Ce n’est pas le moment de faire la fine bouche - Mathieu Bock-Côté

Mathieu Bock-Côté Mercredi, 17 mars 2021 05:00 - La polémique entourant le vaccin AstraZeneca pourrait bien faire déraper pour un temps la stratégie vaccinale de plusieurs pays.

https://www.journaldequebec.com/2021/03/17/ce-nest-pas-le-moment-de-faire-la-fine-bouche

D’ailleurs, ils sont nombreux à avoir suspendu pour quelques jours son utilisation.

Dès lors, les craintes populaires surgissent : ce vaccin serait-il dangereux ? Les cas problématiques rapportés sont-ils significatifs ou anecdotiques ? 

La confusion s’aggrave quand on voit d’autres pays réaffirmer qu’ils lui font confiance. 

Qui croire ? Les dirigeants jouent-ils à la roulette russe avec la santé des populations ?

Politique

On comprend une chose : au cœur de la pandémie, il arrive que les exigences de la politique et celles de la science se contredisent, et même s’affrontent. 

La première a une responsabilité immense : mener une opération de vaccination d’envergure historique, à grande échelle et rapidement, pour libérer nos sociétés de la caserne du confinement et de la peur de la COVID-19. 

Elle doit gérer l’inquiétude d’une population qui souhaite globalement le vaccin, mais s’inquiète de la rapidité de son développement. Plus encore : on lui présente plusieurs vaccins, en lui expliquant que certains sont meilleurs que d’autres, mais qu’elle n’a pas le droit de choisir. 

La seconde doit produire des vaccins efficaces, tout en sachant qu’en la matière, le risque zéro n’existe probablement pas. 

Surtout, elle peut accepter une marge de risque qui lui semble raisonnable, mais que certains segments de la population jugeront exagérée. 

À travers tout cela, il y a un effet domino : dès lors qu’un pays cesse d’administrer un vaccin, même s’il le fait pour de mauvaises raisons, il impose une pression immense pour les autres, dès lors accusés, s’ils n’emboîtent pas le pas, de risquer la santé de la population, ou du moins, des plus vulnérables. 

À travers cela, la moindre information inquiétante peut emballer le système médiatique mondial et pousser chaque pays à réagir en fonction de la vague qu’elle crée. 

La politique, aujourd’hui, consiste souvent à prendre ses décisions non pas en fonction de la réalité, mais en fonction du traitement de l’information qu’on trouve dans les journaux, à la télévision, à la radio et sur les médias sociaux. 
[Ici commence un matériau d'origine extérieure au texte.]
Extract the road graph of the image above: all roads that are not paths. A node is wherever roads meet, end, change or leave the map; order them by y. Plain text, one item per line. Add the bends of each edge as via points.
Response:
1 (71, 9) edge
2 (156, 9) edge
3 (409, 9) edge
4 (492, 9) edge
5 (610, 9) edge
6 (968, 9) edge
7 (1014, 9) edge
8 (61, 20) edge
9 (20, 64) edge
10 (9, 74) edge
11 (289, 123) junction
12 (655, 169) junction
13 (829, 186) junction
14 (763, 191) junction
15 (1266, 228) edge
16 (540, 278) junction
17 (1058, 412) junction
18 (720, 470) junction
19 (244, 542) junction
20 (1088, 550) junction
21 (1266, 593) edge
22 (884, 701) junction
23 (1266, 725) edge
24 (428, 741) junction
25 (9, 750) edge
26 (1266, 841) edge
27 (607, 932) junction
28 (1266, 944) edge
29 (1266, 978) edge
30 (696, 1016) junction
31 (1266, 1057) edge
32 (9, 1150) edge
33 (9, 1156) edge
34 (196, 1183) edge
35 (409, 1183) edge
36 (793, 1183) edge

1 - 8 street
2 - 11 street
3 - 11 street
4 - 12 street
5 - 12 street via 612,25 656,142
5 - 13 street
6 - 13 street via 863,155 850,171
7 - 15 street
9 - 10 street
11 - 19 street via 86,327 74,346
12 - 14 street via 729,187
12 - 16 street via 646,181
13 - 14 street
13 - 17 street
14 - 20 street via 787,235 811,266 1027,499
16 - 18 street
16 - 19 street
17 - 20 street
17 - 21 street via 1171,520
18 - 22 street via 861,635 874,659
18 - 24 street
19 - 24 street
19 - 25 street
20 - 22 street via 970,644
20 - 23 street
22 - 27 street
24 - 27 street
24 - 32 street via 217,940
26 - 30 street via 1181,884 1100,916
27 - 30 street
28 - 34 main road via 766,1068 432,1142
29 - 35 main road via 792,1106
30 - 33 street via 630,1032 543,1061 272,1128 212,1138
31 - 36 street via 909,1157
Il ne faut pas négliger la dimension psychologique de cette controverse. Depuis un an, le citoyen lambda se sent à bon droit dépossédé de sa propre existence. Il doit se terrer chez lui et n’en plus sortir. 

Démocratie

La vaccination arrive, et on lui explique que plusieurs vaccins sont présents sur le marché. Une manière pour lui de retrouver une souveraineté minimale sur sa propre vie consiste à dire qu’il acceptera tel vaccin, mais pas tel autre. C’est un réflexe naturel. On ne saurait l’en blâmer. Il y a des limites à exiger une docilité absolue de la population. 

Et pourtant, si chacun fait la fine bouche, c’est la possibilité de sortir de la pandémie qui est compromise. Il ne faudrait pas que le principe de précaution devienne paralysant. La vaccination massive demeure essentielle.

Derrière la crise vaccinale, on retrouve tous les éléments de ce qu’il faut bien appeler une crise démocratique.